#### Prompt:
Copy each line below as written, but skip the pictures.
==== Available data ====
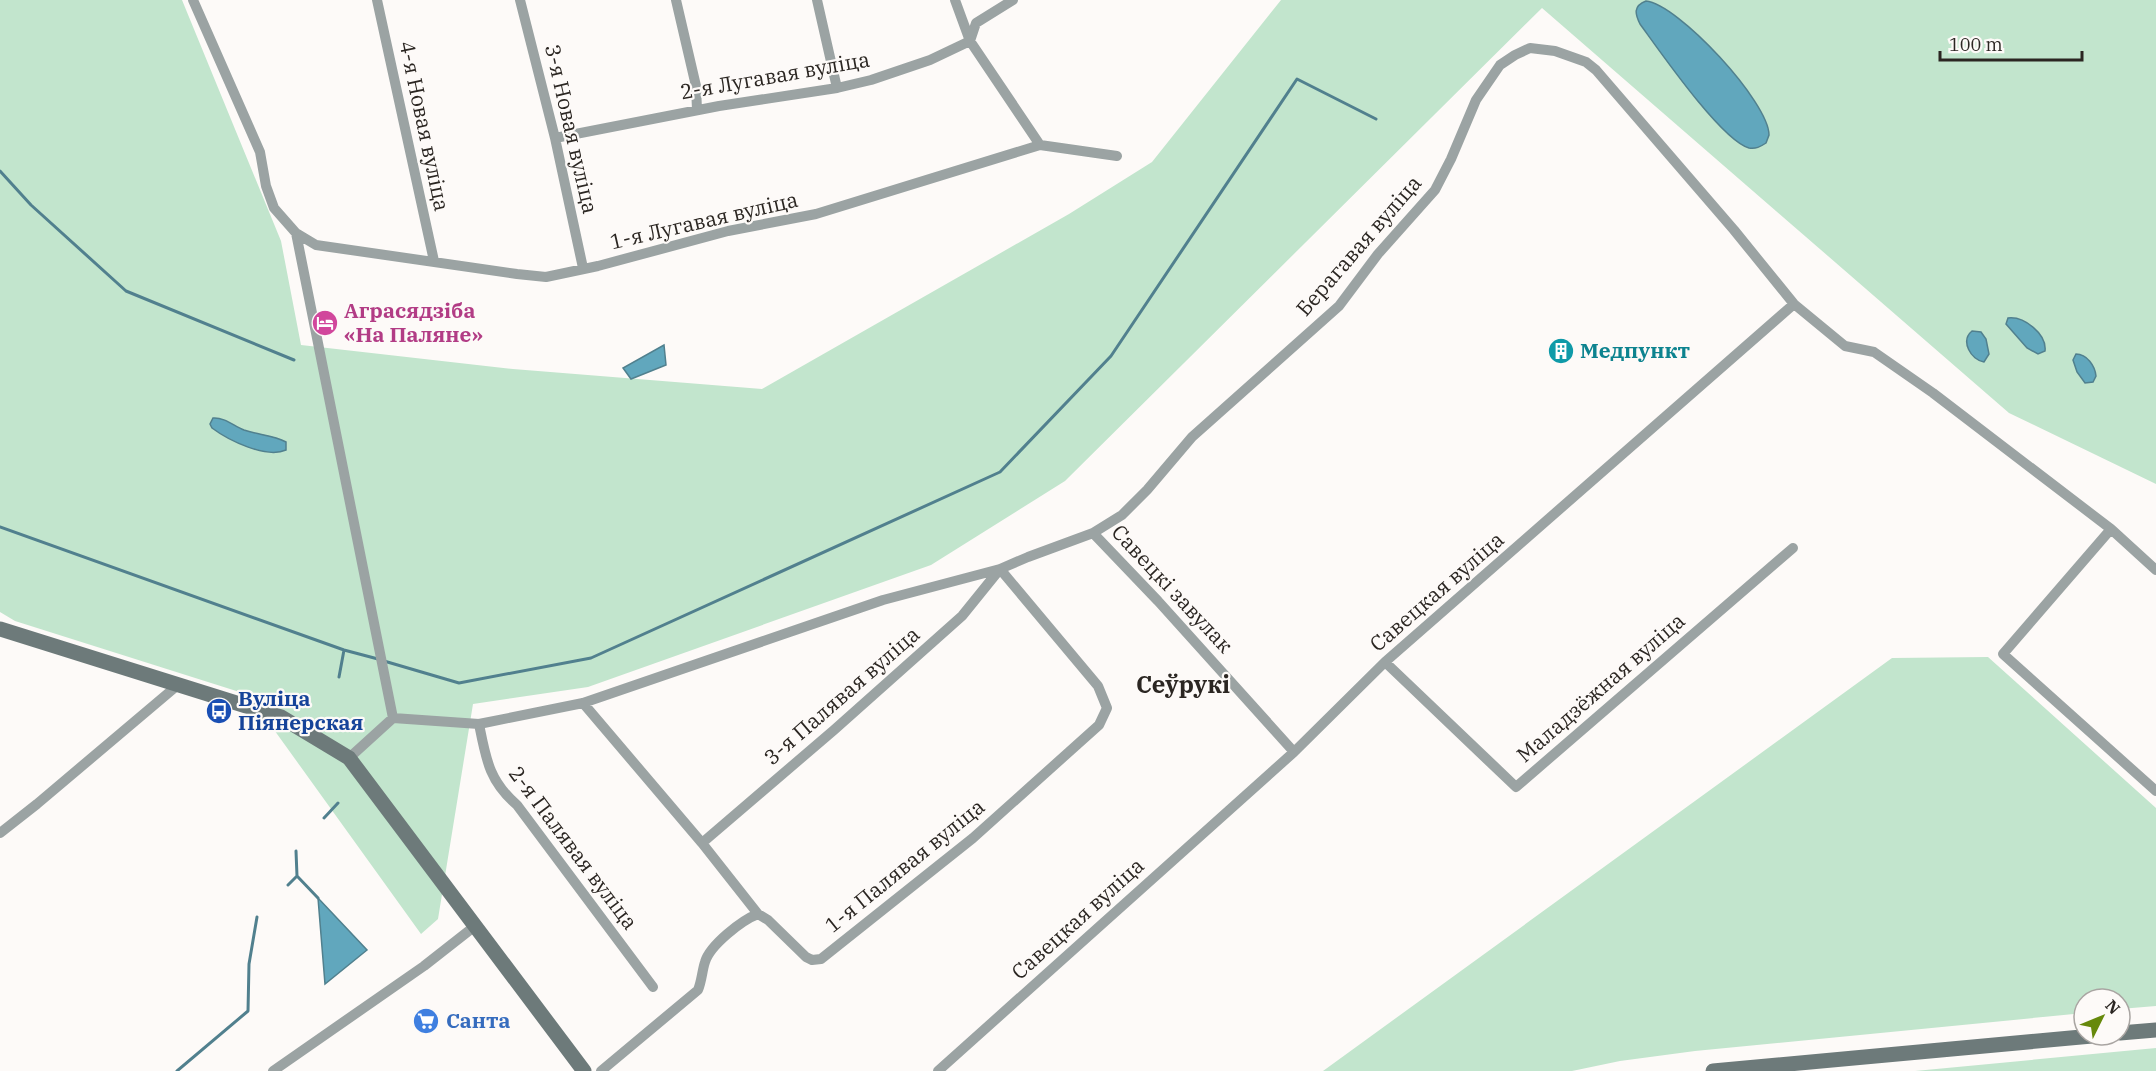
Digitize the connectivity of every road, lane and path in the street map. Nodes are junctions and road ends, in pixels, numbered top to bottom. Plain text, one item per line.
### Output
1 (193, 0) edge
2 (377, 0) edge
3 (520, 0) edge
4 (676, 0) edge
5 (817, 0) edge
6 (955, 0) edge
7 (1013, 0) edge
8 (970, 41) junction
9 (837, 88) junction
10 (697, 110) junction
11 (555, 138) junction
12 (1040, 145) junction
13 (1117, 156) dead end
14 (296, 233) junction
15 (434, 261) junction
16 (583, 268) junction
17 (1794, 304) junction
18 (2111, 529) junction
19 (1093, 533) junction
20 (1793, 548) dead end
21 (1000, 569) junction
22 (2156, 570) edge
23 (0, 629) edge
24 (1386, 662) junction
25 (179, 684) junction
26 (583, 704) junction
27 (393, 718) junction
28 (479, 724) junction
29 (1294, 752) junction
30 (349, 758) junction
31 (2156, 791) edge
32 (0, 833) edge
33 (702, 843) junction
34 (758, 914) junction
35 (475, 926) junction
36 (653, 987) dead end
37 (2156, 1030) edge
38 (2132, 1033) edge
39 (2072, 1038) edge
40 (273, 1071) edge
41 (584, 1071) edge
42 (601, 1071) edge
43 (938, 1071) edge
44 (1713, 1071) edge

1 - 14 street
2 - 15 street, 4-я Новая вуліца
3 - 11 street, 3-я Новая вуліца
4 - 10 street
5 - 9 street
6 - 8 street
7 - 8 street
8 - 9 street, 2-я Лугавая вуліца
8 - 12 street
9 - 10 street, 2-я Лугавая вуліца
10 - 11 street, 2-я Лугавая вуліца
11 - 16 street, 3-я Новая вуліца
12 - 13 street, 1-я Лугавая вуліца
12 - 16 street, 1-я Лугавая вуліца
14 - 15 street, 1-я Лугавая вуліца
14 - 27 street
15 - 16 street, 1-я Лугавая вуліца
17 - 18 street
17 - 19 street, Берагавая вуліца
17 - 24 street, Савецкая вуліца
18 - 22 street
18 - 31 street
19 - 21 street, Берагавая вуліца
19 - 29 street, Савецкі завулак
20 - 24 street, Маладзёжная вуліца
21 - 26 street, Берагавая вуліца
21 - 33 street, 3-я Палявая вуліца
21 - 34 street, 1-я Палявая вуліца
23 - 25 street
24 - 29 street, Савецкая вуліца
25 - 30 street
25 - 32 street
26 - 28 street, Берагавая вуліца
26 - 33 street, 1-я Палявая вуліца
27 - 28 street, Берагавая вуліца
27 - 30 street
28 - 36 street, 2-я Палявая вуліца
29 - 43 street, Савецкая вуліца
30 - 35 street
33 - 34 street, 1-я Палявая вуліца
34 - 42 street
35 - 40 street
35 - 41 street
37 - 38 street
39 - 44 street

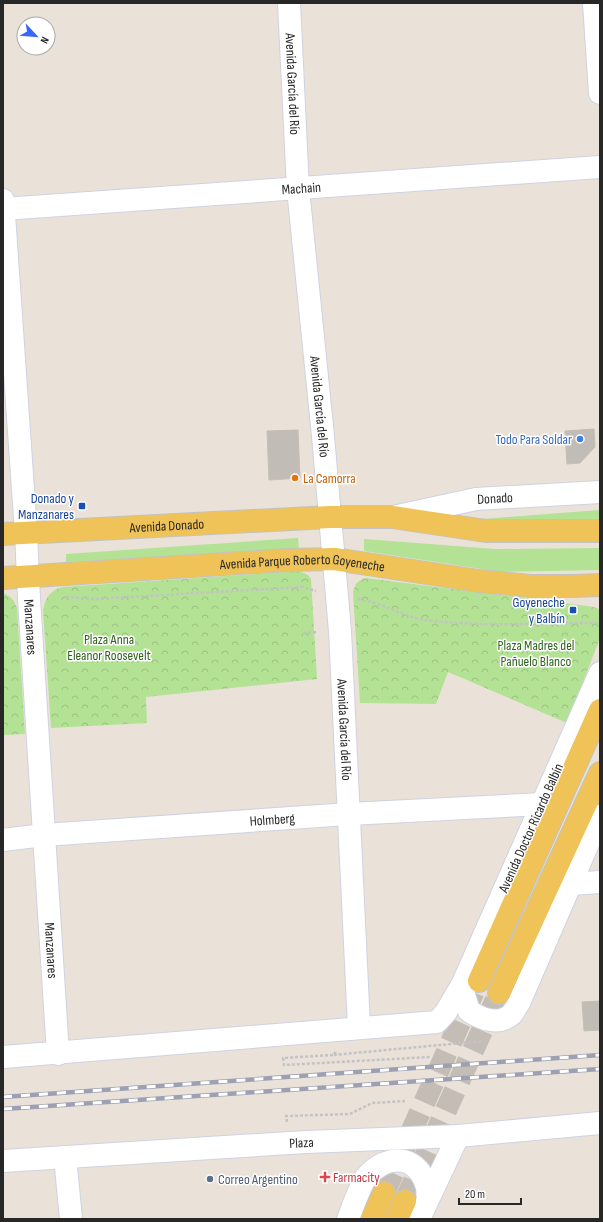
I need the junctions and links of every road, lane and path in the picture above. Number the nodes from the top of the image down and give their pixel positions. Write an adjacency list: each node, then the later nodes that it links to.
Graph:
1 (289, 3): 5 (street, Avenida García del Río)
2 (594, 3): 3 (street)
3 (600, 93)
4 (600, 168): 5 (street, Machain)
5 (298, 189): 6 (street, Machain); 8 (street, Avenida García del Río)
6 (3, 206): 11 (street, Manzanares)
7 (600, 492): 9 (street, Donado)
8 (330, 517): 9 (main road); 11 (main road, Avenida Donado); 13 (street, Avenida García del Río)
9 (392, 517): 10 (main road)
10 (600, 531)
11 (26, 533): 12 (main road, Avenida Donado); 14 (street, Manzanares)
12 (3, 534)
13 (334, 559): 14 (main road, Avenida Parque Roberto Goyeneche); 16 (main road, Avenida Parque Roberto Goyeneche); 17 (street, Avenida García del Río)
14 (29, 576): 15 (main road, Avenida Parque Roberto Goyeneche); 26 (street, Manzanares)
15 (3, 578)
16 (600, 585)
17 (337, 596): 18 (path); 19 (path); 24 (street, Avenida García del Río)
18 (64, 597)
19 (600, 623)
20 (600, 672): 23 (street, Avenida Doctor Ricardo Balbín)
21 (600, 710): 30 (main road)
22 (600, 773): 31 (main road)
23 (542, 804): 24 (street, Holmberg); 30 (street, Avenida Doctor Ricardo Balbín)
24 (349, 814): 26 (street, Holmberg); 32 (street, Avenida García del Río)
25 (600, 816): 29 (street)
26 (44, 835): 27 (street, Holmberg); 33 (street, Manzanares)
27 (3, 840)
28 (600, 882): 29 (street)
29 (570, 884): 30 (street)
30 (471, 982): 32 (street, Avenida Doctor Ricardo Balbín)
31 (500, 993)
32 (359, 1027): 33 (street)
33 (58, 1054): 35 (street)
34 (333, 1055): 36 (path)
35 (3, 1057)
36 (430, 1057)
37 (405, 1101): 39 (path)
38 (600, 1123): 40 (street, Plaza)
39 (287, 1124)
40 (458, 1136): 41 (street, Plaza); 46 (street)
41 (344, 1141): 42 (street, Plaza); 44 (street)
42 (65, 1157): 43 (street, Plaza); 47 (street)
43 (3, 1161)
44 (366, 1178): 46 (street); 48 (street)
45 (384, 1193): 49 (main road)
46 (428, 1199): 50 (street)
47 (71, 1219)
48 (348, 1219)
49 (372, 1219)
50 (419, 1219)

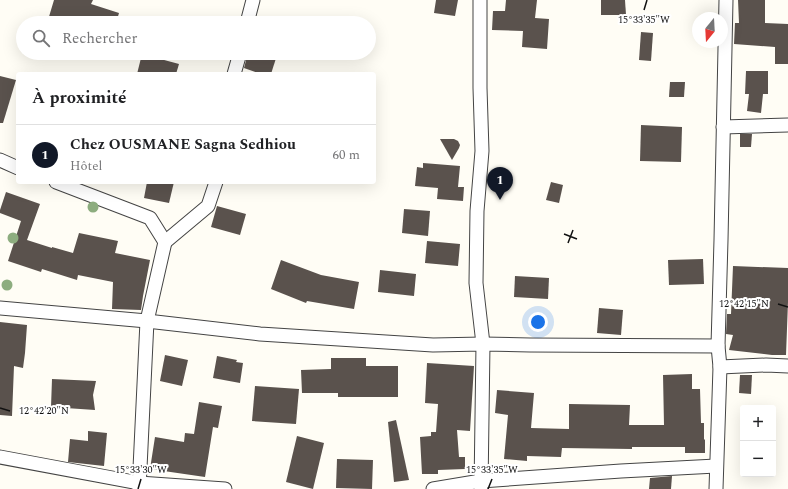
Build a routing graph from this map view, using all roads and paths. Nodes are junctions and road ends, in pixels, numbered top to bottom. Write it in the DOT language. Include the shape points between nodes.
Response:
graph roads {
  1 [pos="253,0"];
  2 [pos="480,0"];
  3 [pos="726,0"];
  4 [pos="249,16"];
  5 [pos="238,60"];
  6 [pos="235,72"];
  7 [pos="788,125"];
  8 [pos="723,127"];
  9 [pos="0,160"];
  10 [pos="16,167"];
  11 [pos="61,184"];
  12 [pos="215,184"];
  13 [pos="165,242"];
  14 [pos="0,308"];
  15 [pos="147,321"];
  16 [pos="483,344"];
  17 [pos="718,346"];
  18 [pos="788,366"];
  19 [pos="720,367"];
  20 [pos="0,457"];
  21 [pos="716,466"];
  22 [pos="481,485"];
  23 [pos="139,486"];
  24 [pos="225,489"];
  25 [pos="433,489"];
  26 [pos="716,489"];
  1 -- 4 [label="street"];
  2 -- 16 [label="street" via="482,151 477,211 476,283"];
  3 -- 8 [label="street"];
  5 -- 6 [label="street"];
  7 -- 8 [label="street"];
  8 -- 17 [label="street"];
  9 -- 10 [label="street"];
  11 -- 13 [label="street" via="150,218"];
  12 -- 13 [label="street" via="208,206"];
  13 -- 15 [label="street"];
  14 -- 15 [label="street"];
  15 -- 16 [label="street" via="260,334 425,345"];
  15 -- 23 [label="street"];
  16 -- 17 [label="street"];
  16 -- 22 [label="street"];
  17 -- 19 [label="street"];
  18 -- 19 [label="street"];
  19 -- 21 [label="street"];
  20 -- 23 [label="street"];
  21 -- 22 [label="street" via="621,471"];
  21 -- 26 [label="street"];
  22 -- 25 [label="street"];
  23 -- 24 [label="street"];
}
====
#### Solution for this task:
Digitize the connectivity of every road, lane and path in the street map. Nodes are junctions and road ends, in pixels, numbered top to bottom. Plain text, one item per line.
### Output
1 (193, 0) edge
2 (377, 0) edge
3 (520, 0) edge
4 (676, 0) edge
5 (817, 0) edge
6 (955, 0) edge
7 (1013, 0) edge
8 (970, 41) junction
9 (837, 88) junction
10 (697, 110) junction
11 (555, 138) junction
12 (1040, 145) junction
13 (1117, 156) dead end
14 (296, 233) junction
15 (434, 261) junction
16 (583, 268) junction
17 (1794, 304) junction
18 (2111, 529) junction
19 (1093, 533) junction
20 (1793, 548) dead end
21 (1000, 569) junction
22 (2156, 570) edge
23 (0, 629) edge
24 (1386, 662) junction
25 (179, 684) junction
26 (583, 704) junction
27 (393, 718) junction
28 (479, 724) junction
29 (1294, 752) junction
30 (349, 758) junction
31 (2156, 791) edge
32 (0, 833) edge
33 (702, 843) junction
34 (758, 914) junction
35 (475, 926) junction
36 (653, 987) dead end
37 (2156, 1030) edge
38 (2132, 1033) edge
39 (2072, 1038) edge
40 (273, 1071) edge
41 (584, 1071) edge
42 (601, 1071) edge
43 (938, 1071) edge
44 (1713, 1071) edge

1 - 14 street
2 - 15 street, 4-я Новая вуліца
3 - 11 street, 3-я Новая вуліца
4 - 10 street
5 - 9 street
6 - 8 street
7 - 8 street
8 - 9 street, 2-я Лугавая вуліца
8 - 12 street
9 - 10 street, 2-я Лугавая вуліца
10 - 11 street, 2-я Лугавая вуліца
11 - 16 street, 3-я Новая вуліца
12 - 13 street, 1-я Лугавая вуліца
12 - 16 street, 1-я Лугавая вуліца
14 - 15 street, 1-я Лугавая вуліца
14 - 27 street
15 - 16 street, 1-я Лугавая вуліца
17 - 18 street
17 - 19 street, Берагавая вуліца
17 - 24 street, Савецкая вуліца
18 - 22 street
18 - 31 street
19 - 21 street, Берагавая вуліца
19 - 29 street, Савецкі завулак
20 - 24 street, Маладзёжная вуліца
21 - 26 street, Берагавая вуліца
21 - 33 street, 3-я Палявая вуліца
21 - 34 street, 1-я Палявая вуліца
23 - 25 street
24 - 29 street, Савецкая вуліца
25 - 30 street
25 - 32 street
26 - 28 street, Берагавая вуліца
26 - 33 street, 1-я Палявая вуліца
27 - 28 street, Берагавая вуліца
27 - 30 street
28 - 36 street, 2-я Палявая вуліца
29 - 43 street, Савецкая вуліца
30 - 35 street
33 - 34 street, 1-я Палявая вуліца
34 - 42 street
35 - 40 street
35 - 41 street
37 - 38 street
39 - 44 street

I need the junctions and links of every road, lane and path in the picture above. Number the nodes from the top of the image down and give their pixel positions. Write an adjacency list: each node, then the later nodes that it links to.
Graph:
1 (289, 3): 5 (street, Avenida García del Río)
2 (594, 3): 3 (street)
3 (600, 93)
4 (600, 168): 5 (street, Machain)
5 (298, 189): 6 (street, Machain); 8 (street, Avenida García del Río)
6 (3, 206): 11 (street, Manzanares)
7 (600, 492): 9 (street, Donado)
8 (330, 517): 9 (main road); 11 (main road, Avenida Donado); 13 (street, Avenida García del Río)
9 (392, 517): 10 (main road)
10 (600, 531)
11 (26, 533): 12 (main road, Avenida Donado); 14 (street, Manzanares)
12 (3, 534)
13 (334, 559): 14 (main road, Avenida Parque Roberto Goyeneche); 16 (main road, Avenida Parque Roberto Goyeneche); 17 (street, Avenida García del Río)
14 (29, 576): 15 (main road, Avenida Parque Roberto Goyeneche); 26 (street, Manzanares)
15 (3, 578)
16 (600, 585)
17 (337, 596): 18 (path); 19 (path); 24 (street, Avenida García del Río)
18 (64, 597)
19 (600, 623)
20 (600, 672): 23 (street, Avenida Doctor Ricardo Balbín)
21 (600, 710): 30 (main road)
22 (600, 773): 31 (main road)
23 (542, 804): 24 (street, Holmberg); 30 (street, Avenida Doctor Ricardo Balbín)
24 (349, 814): 26 (street, Holmberg); 32 (street, Avenida García del Río)
25 (600, 816): 29 (street)
26 (44, 835): 27 (street, Holmberg); 33 (street, Manzanares)
27 (3, 840)
28 (600, 882): 29 (street)
29 (570, 884): 30 (street)
30 (471, 982): 32 (street, Avenida Doctor Ricardo Balbín)
31 (500, 993)
32 (359, 1027): 33 (street)
33 (58, 1054): 35 (street)
34 (333, 1055): 36 (path)
35 (3, 1057)
36 (430, 1057)
37 (405, 1101): 39 (path)
38 (600, 1123): 40 (street, Plaza)
39 (287, 1124)
40 (458, 1136): 41 (street, Plaza); 46 (street)
41 (344, 1141): 42 (street, Plaza); 44 (street)
42 (65, 1157): 43 (street, Plaza); 47 (street)
43 (3, 1161)
44 (366, 1178): 46 (street); 48 (street)
45 (384, 1193): 49 (main road)
46 (428, 1199): 50 (street)
47 (71, 1219)
48 (348, 1219)
49 (372, 1219)
50 (419, 1219)

Build a routing graph from this map view, using all roads and paths. Nodes are junctions and road ends, in pixels, numbered top to bottom. Write it in the DOT language. Include the shape points between nodes.
Response:
graph roads {
  1 [pos="253,0"];
  2 [pos="480,0"];
  3 [pos="726,0"];
  4 [pos="249,16"];
  5 [pos="238,60"];
  6 [pos="235,72"];
  7 [pos="788,125"];
  8 [pos="723,127"];
  9 [pos="0,160"];
  10 [pos="16,167"];
  11 [pos="61,184"];
  12 [pos="215,184"];
  13 [pos="165,242"];
  14 [pos="0,308"];
  15 [pos="147,321"];
  16 [pos="483,344"];
  17 [pos="718,346"];
  18 [pos="788,366"];
  19 [pos="720,367"];
  20 [pos="0,457"];
  21 [pos="716,466"];
  22 [pos="481,485"];
  23 [pos="139,486"];
  24 [pos="225,489"];
  25 [pos="433,489"];
  26 [pos="716,489"];
  1 -- 4 [label="street"];
  2 -- 16 [label="street" via="482,151 477,211 476,283"];
  3 -- 8 [label="street"];
  5 -- 6 [label="street"];
  7 -- 8 [label="street"];
  8 -- 17 [label="street"];
  9 -- 10 [label="street"];
  11 -- 13 [label="street" via="150,218"];
  12 -- 13 [label="street" via="208,206"];
  13 -- 15 [label="street"];
  14 -- 15 [label="street"];
  15 -- 16 [label="street" via="260,334 425,345"];
  15 -- 23 [label="street"];
  16 -- 17 [label="street"];
  16 -- 22 [label="street"];
  17 -- 19 [label="street"];
  18 -- 19 [label="street"];
  19 -- 21 [label="street"];
  20 -- 23 [label="street"];
  21 -- 22 [label="street" via="621,471"];
  21 -- 26 [label="street"];
  22 -- 25 [label="street"];
  23 -- 24 [label="street"];
}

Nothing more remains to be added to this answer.